BEGIN
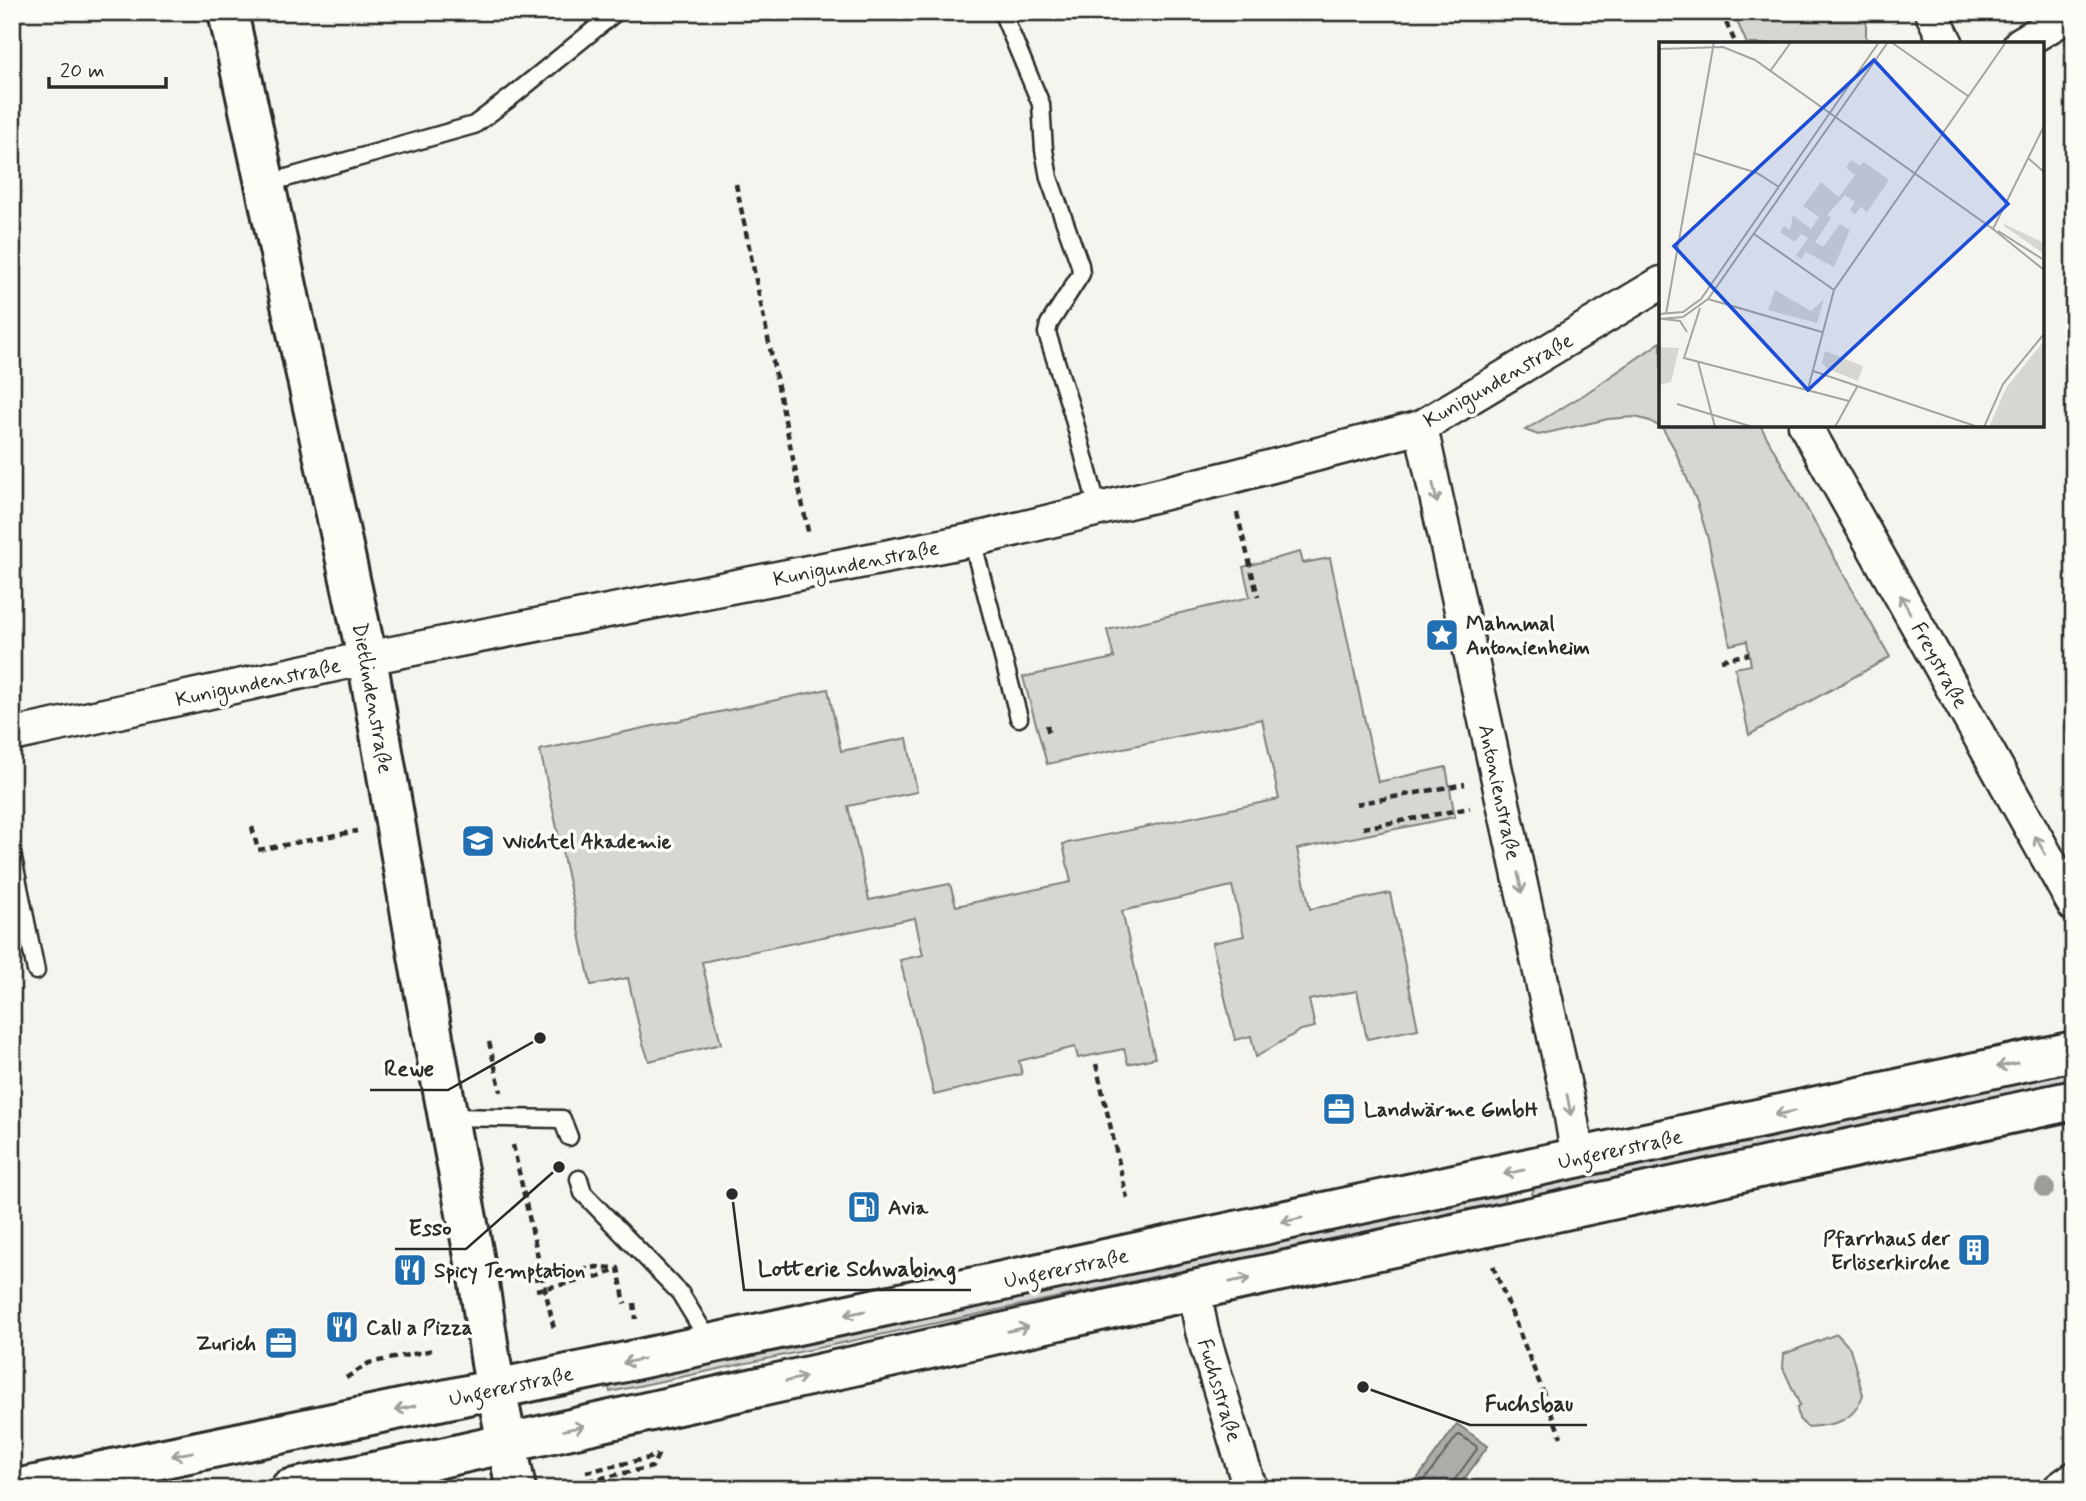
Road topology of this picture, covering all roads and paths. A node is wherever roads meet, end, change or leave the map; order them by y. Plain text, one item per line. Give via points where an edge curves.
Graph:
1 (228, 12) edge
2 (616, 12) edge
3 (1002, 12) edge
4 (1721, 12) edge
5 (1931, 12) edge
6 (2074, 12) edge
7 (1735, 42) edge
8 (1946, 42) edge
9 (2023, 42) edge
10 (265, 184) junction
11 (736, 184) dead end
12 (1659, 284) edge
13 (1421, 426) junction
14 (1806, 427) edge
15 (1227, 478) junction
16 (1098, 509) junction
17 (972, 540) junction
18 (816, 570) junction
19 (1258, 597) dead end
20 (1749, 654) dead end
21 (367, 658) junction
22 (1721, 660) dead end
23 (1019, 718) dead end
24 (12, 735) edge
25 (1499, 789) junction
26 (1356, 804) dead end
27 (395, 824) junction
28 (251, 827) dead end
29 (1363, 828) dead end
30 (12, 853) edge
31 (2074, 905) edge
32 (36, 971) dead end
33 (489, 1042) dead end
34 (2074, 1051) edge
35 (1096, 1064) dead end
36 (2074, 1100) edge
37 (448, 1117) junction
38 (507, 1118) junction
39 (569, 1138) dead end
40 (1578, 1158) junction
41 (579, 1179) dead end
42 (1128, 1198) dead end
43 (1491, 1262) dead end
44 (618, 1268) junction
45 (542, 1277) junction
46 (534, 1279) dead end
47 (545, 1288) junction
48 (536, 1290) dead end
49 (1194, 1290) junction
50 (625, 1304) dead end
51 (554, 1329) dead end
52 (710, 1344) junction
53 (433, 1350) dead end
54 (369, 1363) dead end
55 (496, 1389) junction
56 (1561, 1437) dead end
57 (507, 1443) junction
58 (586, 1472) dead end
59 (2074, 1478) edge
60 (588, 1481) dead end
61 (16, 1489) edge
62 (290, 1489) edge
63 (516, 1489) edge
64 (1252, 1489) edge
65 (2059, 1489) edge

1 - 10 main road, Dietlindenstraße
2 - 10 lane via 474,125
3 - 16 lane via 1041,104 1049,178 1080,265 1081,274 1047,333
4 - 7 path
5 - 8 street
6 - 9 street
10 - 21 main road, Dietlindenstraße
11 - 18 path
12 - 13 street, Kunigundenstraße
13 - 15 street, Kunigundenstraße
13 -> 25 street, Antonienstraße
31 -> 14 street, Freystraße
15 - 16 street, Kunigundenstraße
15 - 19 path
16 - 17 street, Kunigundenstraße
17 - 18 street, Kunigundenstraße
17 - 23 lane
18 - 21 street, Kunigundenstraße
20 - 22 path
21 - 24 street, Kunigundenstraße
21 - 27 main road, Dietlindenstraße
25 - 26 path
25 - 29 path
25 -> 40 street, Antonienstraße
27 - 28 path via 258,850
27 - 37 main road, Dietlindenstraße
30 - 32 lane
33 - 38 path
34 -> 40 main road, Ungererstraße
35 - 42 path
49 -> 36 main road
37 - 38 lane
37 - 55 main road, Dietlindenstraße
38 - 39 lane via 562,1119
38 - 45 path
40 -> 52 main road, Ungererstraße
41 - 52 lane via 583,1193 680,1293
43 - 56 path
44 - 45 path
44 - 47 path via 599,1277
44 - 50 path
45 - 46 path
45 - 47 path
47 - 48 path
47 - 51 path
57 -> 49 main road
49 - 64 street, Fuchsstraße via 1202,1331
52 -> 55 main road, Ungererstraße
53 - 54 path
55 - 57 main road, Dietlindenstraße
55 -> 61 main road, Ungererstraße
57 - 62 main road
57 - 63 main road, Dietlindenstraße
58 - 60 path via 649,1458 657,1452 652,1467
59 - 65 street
END
## WHAT IS NEEDED
Except for the pictures, write the data out exactly.

## YOUR RESPONSE
Road topology of this picture, covering all roads and paths. A node is wherever roads meet, end, change or leave the map; order them by y. Plain text, one item per line. Give via points where an edge curves.
Graph:
1 (228, 12) edge
2 (616, 12) edge
3 (1002, 12) edge
4 (1721, 12) edge
5 (1931, 12) edge
6 (2074, 12) edge
7 (1735, 42) edge
8 (1946, 42) edge
9 (2023, 42) edge
10 (265, 184) junction
11 (736, 184) dead end
12 (1659, 284) edge
13 (1421, 426) junction
14 (1806, 427) edge
15 (1227, 478) junction
16 (1098, 509) junction
17 (972, 540) junction
18 (816, 570) junction
19 (1258, 597) dead end
20 (1749, 654) dead end
21 (367, 658) junction
22 (1721, 660) dead end
23 (1019, 718) dead end
24 (12, 735) edge
25 (1499, 789) junction
26 (1356, 804) dead end
27 (395, 824) junction
28 (251, 827) dead end
29 (1363, 828) dead end
30 (12, 853) edge
31 (2074, 905) edge
32 (36, 971) dead end
33 (489, 1042) dead end
34 (2074, 1051) edge
35 (1096, 1064) dead end
36 (2074, 1100) edge
37 (448, 1117) junction
38 (507, 1118) junction
39 (569, 1138) dead end
40 (1578, 1158) junction
41 (579, 1179) dead end
42 (1128, 1198) dead end
43 (1491, 1262) dead end
44 (618, 1268) junction
45 (542, 1277) junction
46 (534, 1279) dead end
47 (545, 1288) junction
48 (536, 1290) dead end
49 (1194, 1290) junction
50 (625, 1304) dead end
51 (554, 1329) dead end
52 (710, 1344) junction
53 (433, 1350) dead end
54 (369, 1363) dead end
55 (496, 1389) junction
56 (1561, 1437) dead end
57 (507, 1443) junction
58 (586, 1472) dead end
59 (2074, 1478) edge
60 (588, 1481) dead end
61 (16, 1489) edge
62 (290, 1489) edge
63 (516, 1489) edge
64 (1252, 1489) edge
65 (2059, 1489) edge

1 - 10 main road, Dietlindenstraße
2 - 10 lane via 474,125
3 - 16 lane via 1041,104 1049,178 1080,265 1081,274 1047,333
4 - 7 path
5 - 8 street
6 - 9 street
10 - 21 main road, Dietlindenstraße
11 - 18 path
12 - 13 street, Kunigundenstraße
13 - 15 street, Kunigundenstraße
13 -> 25 street, Antonienstraße
31 -> 14 street, Freystraße
15 - 16 street, Kunigundenstraße
15 - 19 path
16 - 17 street, Kunigundenstraße
17 - 18 street, Kunigundenstraße
17 - 23 lane
18 - 21 street, Kunigundenstraße
20 - 22 path
21 - 24 street, Kunigundenstraße
21 - 27 main road, Dietlindenstraße
25 - 26 path
25 - 29 path
25 -> 40 street, Antonienstraße
27 - 28 path via 258,850
27 - 37 main road, Dietlindenstraße
30 - 32 lane
33 - 38 path
34 -> 40 main road, Ungererstraße
35 - 42 path
49 -> 36 main road
37 - 38 lane
37 - 55 main road, Dietlindenstraße
38 - 39 lane via 562,1119
38 - 45 path
40 -> 52 main road, Ungererstraße
41 - 52 lane via 583,1193 680,1293
43 - 56 path
44 - 45 path
44 - 47 path via 599,1277
44 - 50 path
45 - 46 path
45 - 47 path
47 - 48 path
47 - 51 path
57 -> 49 main road
49 - 64 street, Fuchsstraße via 1202,1331
52 -> 55 main road, Ungererstraße
53 - 54 path
55 - 57 main road, Dietlindenstraße
55 -> 61 main road, Ungererstraße
57 - 62 main road
57 - 63 main road, Dietlindenstraße
58 - 60 path via 649,1458 657,1452 652,1467
59 - 65 street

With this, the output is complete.